提供了用于名称消岐聚类的装置和方法。对名称训练集进行数据处理的装置包括:用于确定至少两个名称训练集中每个名称训练集的代表相似度的装置,代表相似度为名称训练集中的文本间相似度的代表值;用于针对至少两个名称训练集中的每个名称训练集,采用不同的相似度阈值进行聚类以选择使聚类效果较佳的相似度阈值作为优选相似度阈值的装置;以及用于根据至少两个名称训练集中的每个名称训练集的代表相似度和优选相似度阈值拟合表示代表相似度与优选相似度阈值之间对应关系的函数的装置。

Description

用于名称消岐聚类的装置和方法
技术领域
本发明涉及名称消岐聚类,尤其涉及利用动态阈值进行名称消岐聚类的装置和方法。
背景技术
名称消岐是最近兴起的一个研究方向。名称消岐是针对由于同一名称(人名、地名、组织机构名等)被现实中的多个实体使用而产生的名称歧义现象而提出的,目前大多数的名称消岐方案采用文本聚类的方法。例如,当利用搜索引擎搜索某个名称时,作为搜索结果返回大量包含该名称的网页D={d1,d2,…,dn},这些网页中的名称可能指向现实中的不同实体,聚类的目的是按照不同实体将这些网页构成的文本集合聚合为若干类C={c1,c2,…,cm},其中每个类ci对应于现实中的一个实体,从而达到消岐的目的。

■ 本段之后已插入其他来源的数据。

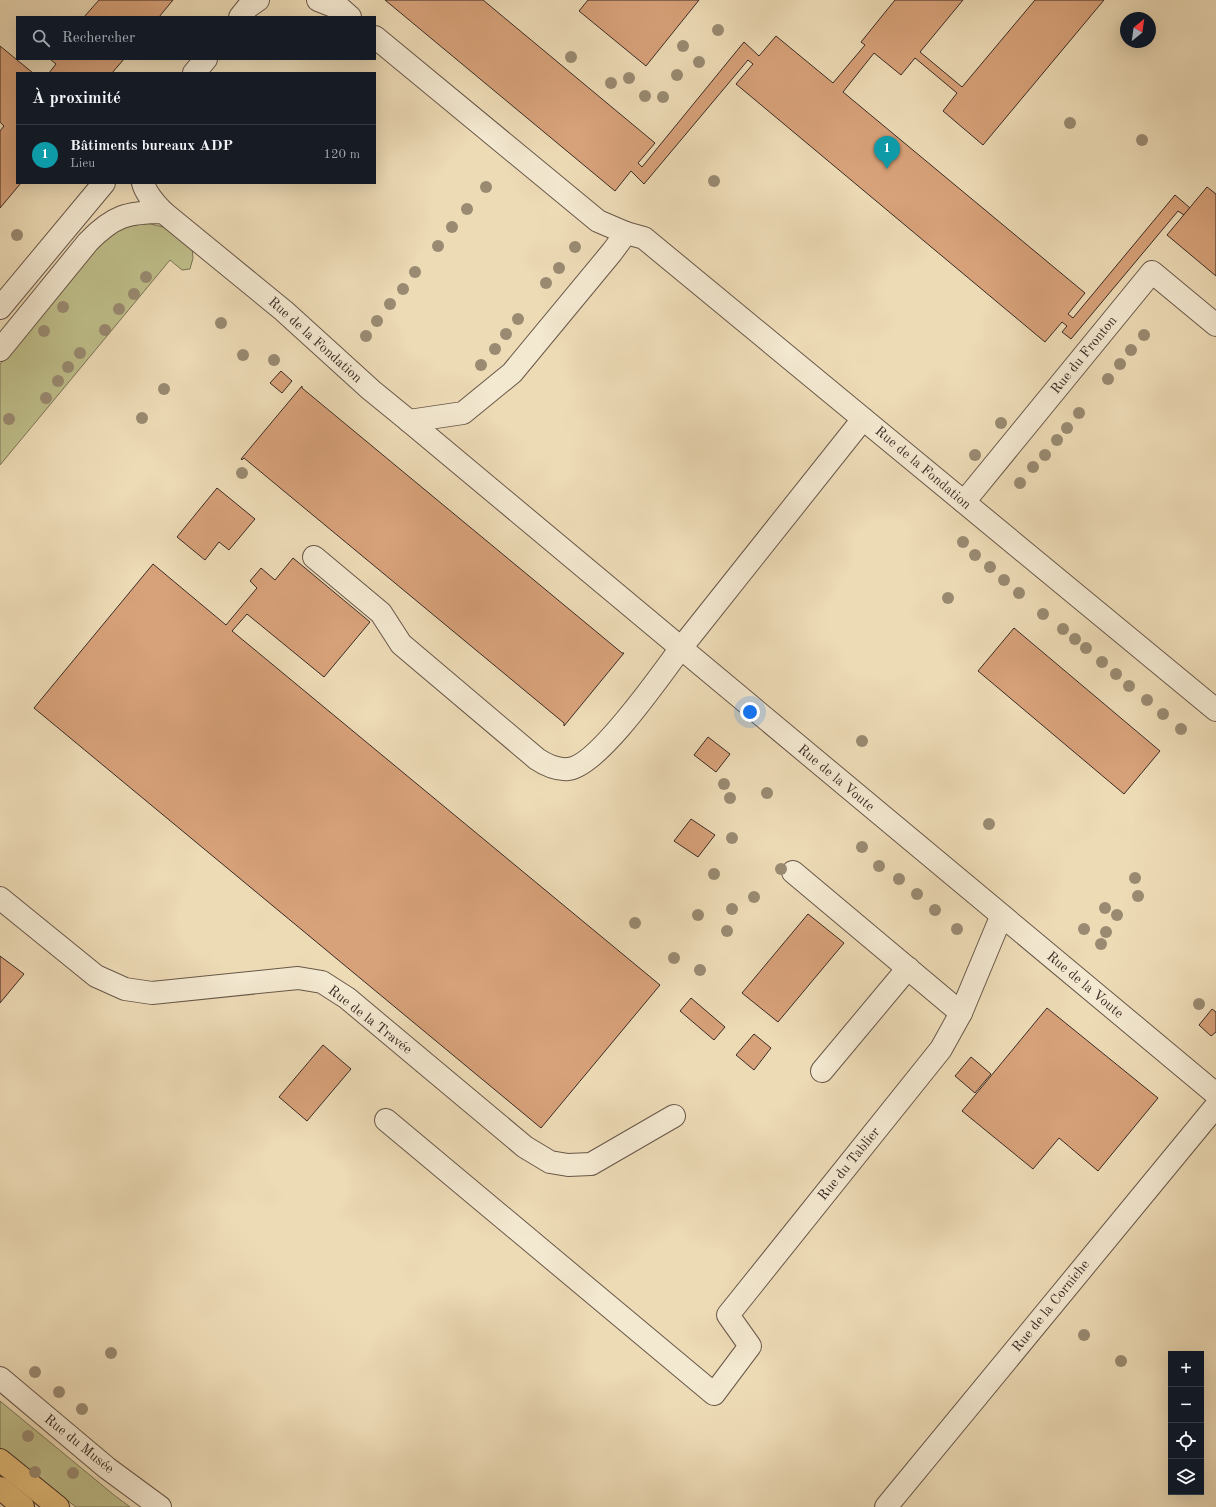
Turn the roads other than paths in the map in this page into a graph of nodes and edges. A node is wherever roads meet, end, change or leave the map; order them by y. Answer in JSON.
{"nodes":[{"id":1,"x":258,"y":0,"type":"edge"},
{"id":2,"x":318,"y":0,"type":"edge"},
{"id":3,"x":241,"y":16,"type":"edge"},
{"id":4,"x":349,"y":16,"type":"edge"},
{"id":5,"x":376,"y":38,"type":"edge"},
{"id":6,"x":205,"y":60,"type":"edge"},
{"id":7,"x":195,"y":72,"type":"edge"},
{"id":8,"x":103,"y":184,"type":"edge"},
{"id":9,"x":144,"y":184,"type":"edge"},
{"id":10,"x":163,"y":212,"type":"junction"},
{"id":11,"x":626,"y":233,"type":"junction"},
{"id":12,"x":0,"y":308,"type":"edge"},
{"id":13,"x":0,"y":316,"type":"edge"},
{"id":14,"x":1216,"y":325,"type":"edge"},
{"id":15,"x":16,"y":330,"type":"junction"},
{"id":16,"x":0,"y":350,"type":"edge"},
{"id":17,"x":863,"y":419,"type":"junction"},
{"id":18,"x":409,"y":421,"type":"junction"},
{"id":19,"x":964,"y":502,"type":"junction"},
{"id":20,"x":314,"y":557,"type":"dead end"},
{"id":21,"x":681,"y":648,"type":"junction"},
{"id":22,"x":1216,"y":710,"type":"edge"},
{"id":23,"x":793,"y":872,"type":"dead end"},
{"id":24,"x":0,"y":898,"type":"edge"},
{"id":25,"x":1001,"y":917,"type":"junction"},
{"id":26,"x":908,"y":968,"type":"junction"},
{"id":27,"x":961,"y":1012,"type":"junction"},
{"id":28,"x":822,"y":1071,"type":"dead end"},
{"id":29,"x":1216,"y":1094,"type":"edge"},
{"id":30,"x":1216,"y":1106,"type":"edge"},
{"id":31,"x":674,"y":1116,"type":"dead end"},
{"id":32,"x":386,"y":1120,"type":"dead end"},
{"id":33,"x":0,"y":1378,"type":"edge"},
{"id":34,"x":0,"y":1460,"type":"edge"},
{"id":35,"x":0,"y":1488,"type":"edge"},
{"id":36,"x":23,"y":1507,"type":"edge"},
{"id":37,"x":58,"y":1507,"type":"edge"},
{"id":38,"x":160,"y":1507,"type":"edge"},
{"id":39,"x":886,"y":1507,"type":"edge"}],
"edges":[{"from":1,"to":3,"type":"lane"},
{"from":2,"to":4,"type":"lane"},
{"from":5,"to":11,"type":"lane","name":"Rue de la Fondation"},
{"from":6,"to":7,"type":"lane"},
{"from":8,"to":12,"type":"lane"},
{"from":9,"to":10,"type":"lane","name":"Rue de la Fondation"},
{"from":10,"to":15,"type":"lane"},
{"from":10,"to":18,"type":"lane","name":"Rue de la Fondation"},
{"from":11,"to":17,"type":"lane","name":"Rue de la Fondation"},
{"from":11,"to":18,"type":"lane"},
{"from":13,"to":15,"type":"lane"},
{"from":14,"to":19,"type":"lane","name":"Rue du Fronton"},
{"from":15,"to":16,"type":"lane"},
{"from":17,"to":19,"type":"lane","name":"Rue de la Fondation"},
{"from":17,"to":21,"type":"lane"},
{"from":18,"to":21,"type":"lane","name":"Rue de la Fondation"},
{"from":19,"to":22,"type":"lane","name":"Rue de la Fondation"},
{"from":20,"to":21,"type":"lane"},
{"from":21,"to":25,"type":"lane","name":"Rue de la Voute"},
{"from":23,"to":26,"type":"lane"},
{"from":24,"to":31,"type":"lane","name":"Rue de la Travée"},
{"from":25,"to":27,"type":"lane","name":"Rue du Tablier"},
{"from":25,"to":29,"type":"lane","name":"Rue de la Voute"},
{"from":26,"to":27,"type":"lane"},
{"from":26,"to":28,"type":"lane"},
{"from":27,"to":32,"type":"lane","name":"Rue du Tablier"},
{"from":30,"to":39,"type":"lane","name":"Rue de la Corniche"},
{"from":33,"to":38,"type":"lane","name":"Rue du Musée"},
{"from":34,"to":37,"type":"main road"},
{"from":35,"to":36,"type":"main road"}]}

典型的聚类算法不同程度地涉及对阈值的选择,而阈值的选择直接影响聚类效果。然而,由于名称歧义的特殊性,传统的文本聚类方法在名称消岐上的聚类效果差强人意,导致这个问题的主要原因在于对于不同的名称的聚类最优截断阈值不同而导致聚类结果不理想。例如,针对某个常用人名的文本集合与针对某个生僻人名的文本集合具有不同的相似度特性,相应地,这两个文本集合在聚类过程中具有最佳聚类效果的相似度阈值也存在差异。因此,如果采用固定的阈值进行聚类,难以针对具有不同相似度特性的文本集合达到理想的聚类效果。
发明内容
本发明的目的在于提供一种利用动态阈值进行名称消岐聚类的装置和方法,以至少部分地克服现有技术的上述缺陷。
根据本发明的一个实施例,提供一种对名称训练集进行数据处理的装置,包括:用于确定至少两个名称训练集中每个名称训练集的代表相似度的装置,代表相似度为名称训练集中的文本间相似度的代表值;用于针对至少两个名称训练集中的每个名称训练集,采用不同的相似度阈值进行聚类以选择使聚类效果较佳的相似度阈值作为优选相似度阈值的装置;以及用于根据至少两个名称训练集中的每个名称训练集的代表相似度和优选相似度阈值拟合表示代表相似度与优选相似度阈值之间对应关系的函数的装置。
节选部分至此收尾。